In these maps, OSM acts as a freely accessible repository for local knowledge of useful things. Some of these mapped features provide great value to a community, but are not monetarily lucrative and may be excluded from proprietary commercial maps. Even the default OSM tiles do not show all the above types of features because to do so would cause the map to be cluttered. There is a great need for developers who can retrieve custom subsets of data from OSM and display it in thematic maps.

Screen Capture: Philly Fresh Food Map
Figure 9.5

Remember that thematic maps are only possible because OSM allows free download and re-use of the data. Sites that use OSM for thematic mapping often rely on one of the various query APIs available for OSM, such as the Overpass API that allows the submission of custom tag queries through a web service. Asking a web service to give you all features matching a certain tag is often more manageable than downloading the entire OSM dataset for a region. You will get a taste of the Overpass API in the lesson walkthrough.
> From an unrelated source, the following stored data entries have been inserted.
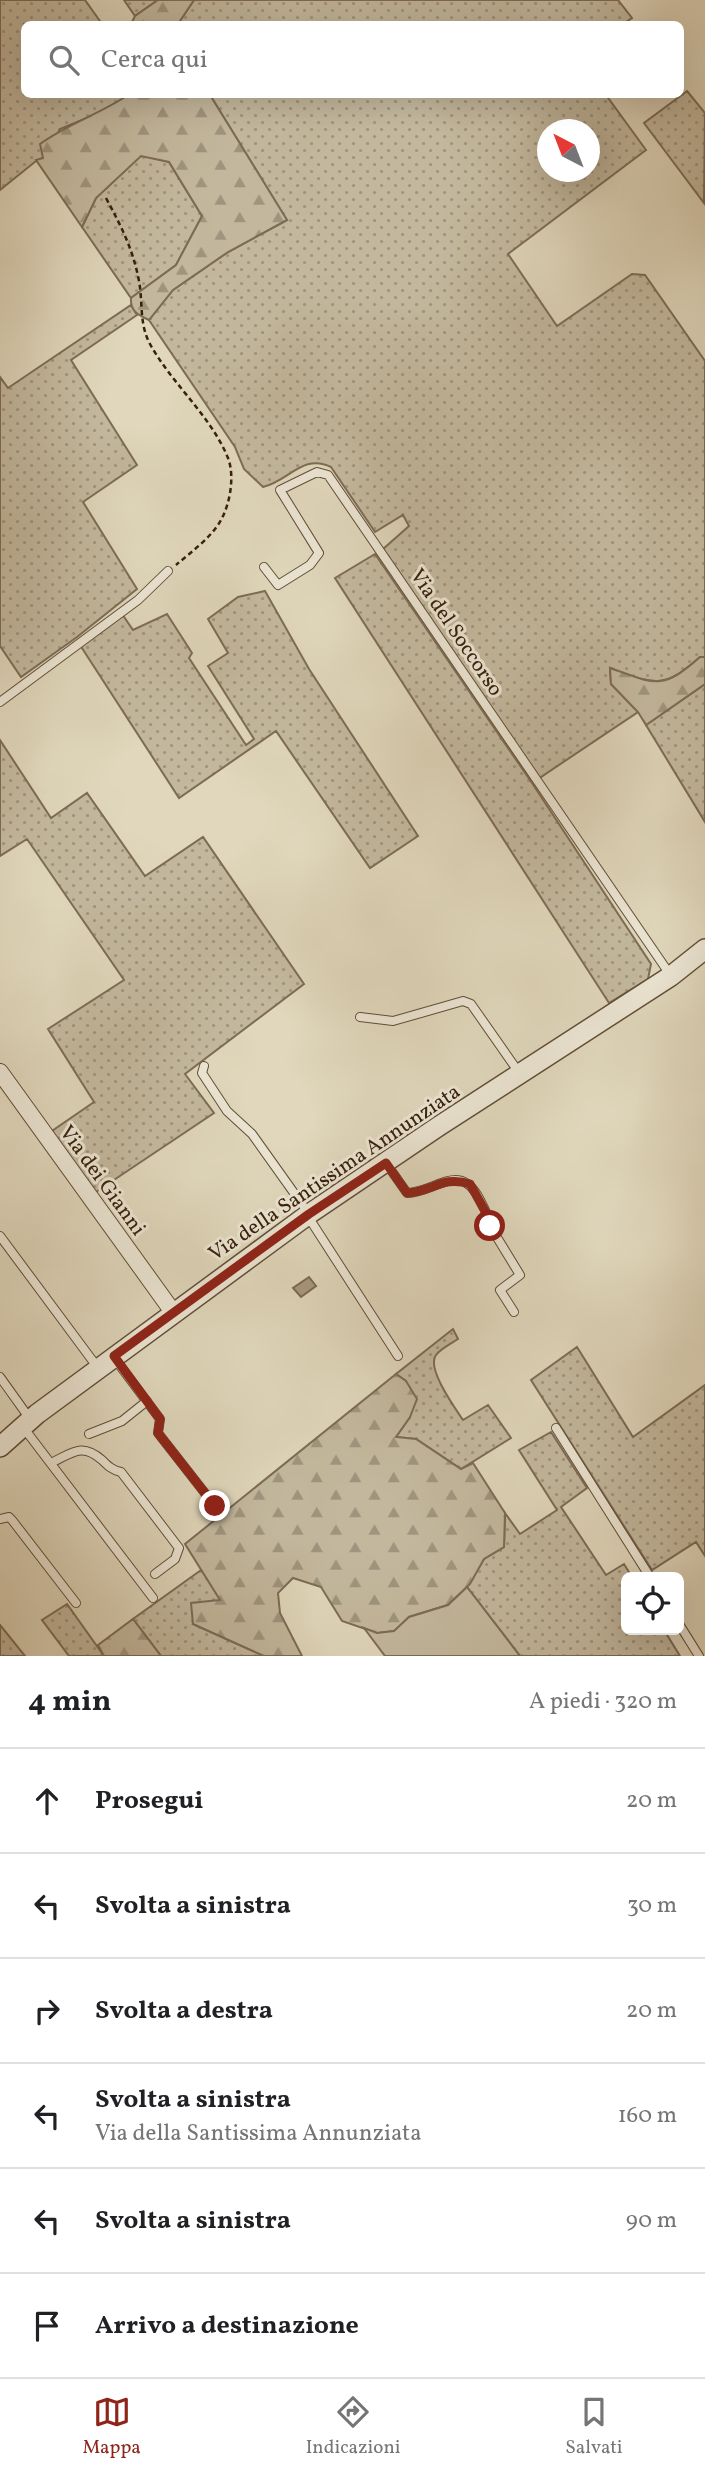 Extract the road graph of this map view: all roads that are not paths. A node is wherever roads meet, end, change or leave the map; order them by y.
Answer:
1 (264, 567) dead end
2 (168, 571) road end
3 (0, 702) edge
4 (705, 949) edge
5 (671, 976) junction
6 (360, 1017) dead end
7 (204, 1066) dead end
8 (0, 1072) edge
9 (521, 1074) junction
10 (386, 1163) junction
11 (308, 1215) junction
12 (0, 1236) edge
13 (173, 1312) junction
14 (514, 1312) dead end
15 (398, 1356) dead end
16 (106, 1362) junction
17 (0, 1377) edge
18 (147, 1401) junction
19 (27, 1423) junction
20 (556, 1428) dead end
21 (89, 1434) dead end
22 (0, 1447) edge
23 (51, 1463) junction
24 (215, 1506) dead end
25 (0, 1519) edge
26 (647, 1572) edge
27 (155, 1574) dead end
28 (153, 1598) dead end
29 (76, 1603) dead end
30 (684, 1632) edge
31 (699, 1656) edge

1 - 5 lane, Via del Soccorso
2 - 3 lane
4 - 5 street, Via della Santissima Annunziata
5 - 9 street, Via della Santissima Annunziata
6 - 9 lane
7 - 11 lane
8 - 13 street, Via dei Gianni
9 - 10 street, Via della Santissima Annunziata
10 - 11 street, Via della Santissima Annunziata
10 - 14 lane
11 - 13 street, Via della Santissima Annunziata
11 - 15 lane
12 - 16 lane
13 - 16 street, Via della Santissima Annunziata
16 - 18 lane
16 - 19 street, Via della Santissima Annunziata
17 - 19 lane
18 - 21 lane
18 - 24 lane
19 - 22 street, Via della Santissima Annunziata
19 - 23 lane
20 - 26 lane
23 - 27 lane
23 - 28 lane
25 - 29 lane
30 - 31 lane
The maps and queries depend heavily on users maintaining consistency with established tag syntax. For example, the Philly Fresh Food Map relies on tags described in the Food Security page of the OSM wiki.

References

  • Graham, M. (2010). Neogeography and the palimpsests of place: Web 2.0 and the construction of a virtual earth.Tijdschrift Voor Economische En Sociale Geografie, 101(4), 422–436.
  • Hagen, E. (2010). Putting Nairobi’s Slums on the Map. Development Outreach | World Bank Institute, 41 – 43.
  • Hristova, D., Quattrone, G., Mashhadi, A., & Capra, L. (2013). The life of the party: Impact of social mapping in OpenStreetMap. In Proceedings of the AAAI International Conference on Weblogs and Social Media (ICWSM2013). 
  • Perkins, C., & Dodge, M. (2008). The potential of user-generated cartography: a case study of the OpenStreetMap project and Mapchester mapping party. North West Geography, 8(1), 19–32.
  • Stephens, M. (2013). Gender and the geoweb: Divisions in the production of user-generated cartographic information. GeoJournal, 78(6), 1–16.
  • Zook, M., Graham, M., Shelton, T., & Gorman, S. (2010). Volunteered geographic information and crowdsourcing disaster relief: a case study of the Haitian earthquake. World Medical & Health Policy, 2(2), 7–33.